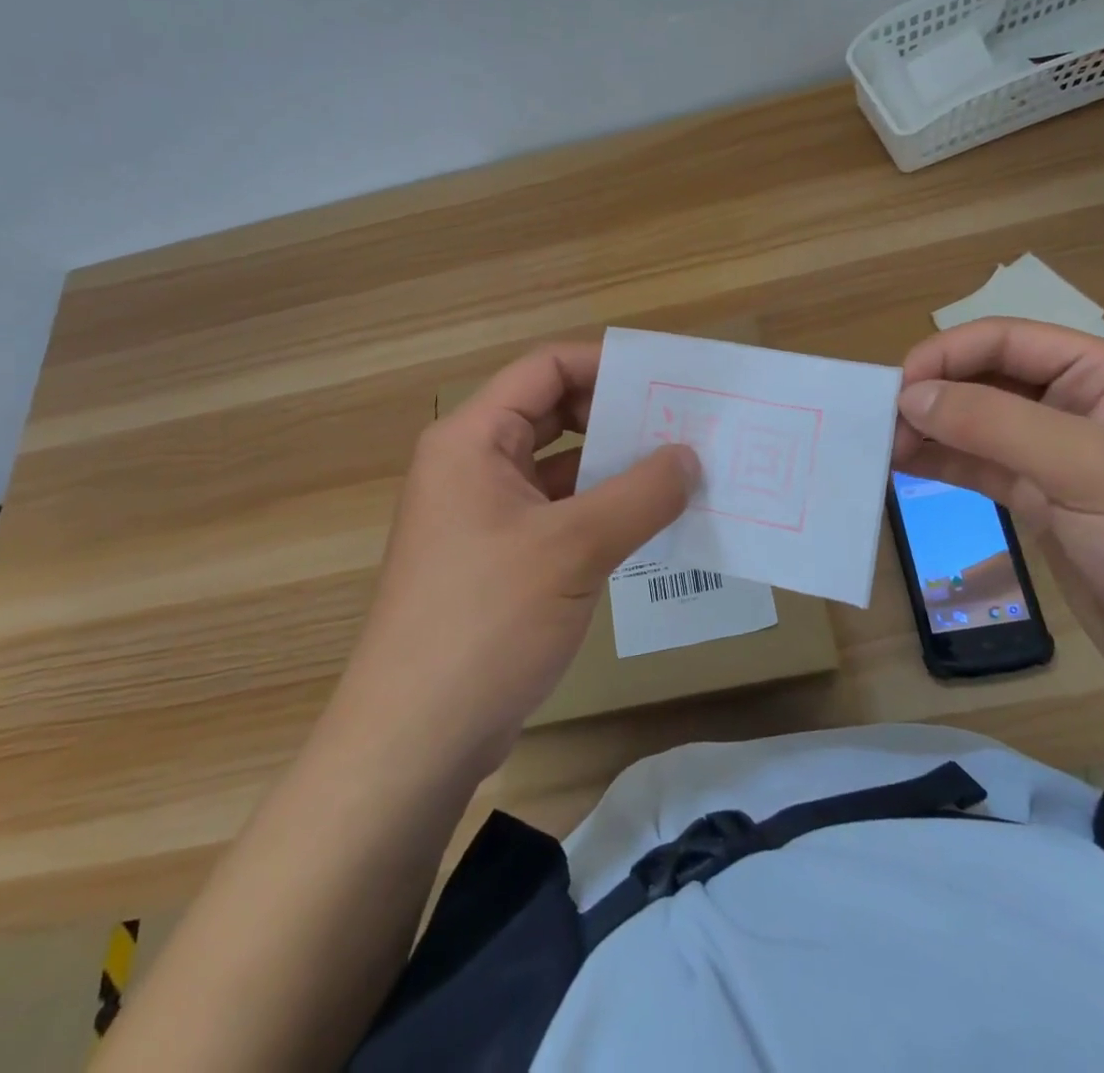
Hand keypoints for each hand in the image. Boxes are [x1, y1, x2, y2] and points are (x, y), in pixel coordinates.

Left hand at [340, 342, 697, 773]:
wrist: (414, 739)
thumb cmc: (486, 621)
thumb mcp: (574, 548)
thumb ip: (640, 495)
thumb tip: (689, 457)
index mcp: (472, 439)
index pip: (545, 369)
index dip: (605, 364)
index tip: (665, 381)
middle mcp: (472, 465)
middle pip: (552, 414)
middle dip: (617, 418)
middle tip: (683, 428)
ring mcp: (483, 515)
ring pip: (558, 469)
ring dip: (613, 469)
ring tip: (681, 473)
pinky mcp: (497, 560)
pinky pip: (556, 514)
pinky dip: (599, 512)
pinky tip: (649, 525)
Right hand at [893, 319, 1103, 722]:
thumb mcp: (1089, 471)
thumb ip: (996, 425)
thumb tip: (910, 396)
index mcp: (1103, 377)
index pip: (1007, 340)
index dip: (946, 355)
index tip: (897, 390)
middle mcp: (1074, 406)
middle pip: (983, 377)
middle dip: (931, 393)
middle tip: (880, 425)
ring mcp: (1053, 456)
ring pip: (973, 423)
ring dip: (927, 428)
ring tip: (880, 448)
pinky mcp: (1036, 501)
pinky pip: (976, 466)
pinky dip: (938, 461)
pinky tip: (900, 467)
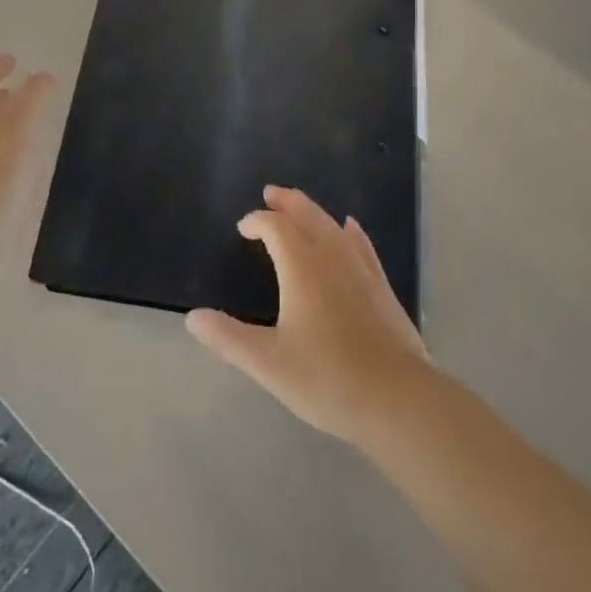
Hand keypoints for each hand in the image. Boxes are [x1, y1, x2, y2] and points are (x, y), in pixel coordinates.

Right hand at [187, 186, 428, 444]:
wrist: (398, 398)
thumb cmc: (327, 378)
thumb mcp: (268, 363)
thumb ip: (229, 338)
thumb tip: (192, 318)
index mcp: (301, 266)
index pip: (275, 227)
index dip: (258, 221)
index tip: (243, 227)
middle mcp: (331, 256)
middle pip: (307, 215)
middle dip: (286, 202)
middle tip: (271, 193)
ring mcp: (361, 268)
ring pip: (333, 226)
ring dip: (313, 212)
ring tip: (300, 207)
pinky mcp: (382, 286)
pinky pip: (361, 245)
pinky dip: (350, 232)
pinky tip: (351, 228)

+---+

WHAT NEEDS TO BE DONE -
Which of the lines in the listing above include "middle"? Report each of them.

RESULT BELOW -
middle mcp: (472, 465)
middle pip: (552, 414)
middle dip: (617, 418)
middle tip: (683, 428)
middle mcp: (1074, 406)
middle pip: (983, 377)
middle dip: (931, 393)
middle tip: (880, 425)
middle mcp: (331, 256)
middle pip: (307, 215)
middle dip: (286, 202)
middle tip: (271, 193)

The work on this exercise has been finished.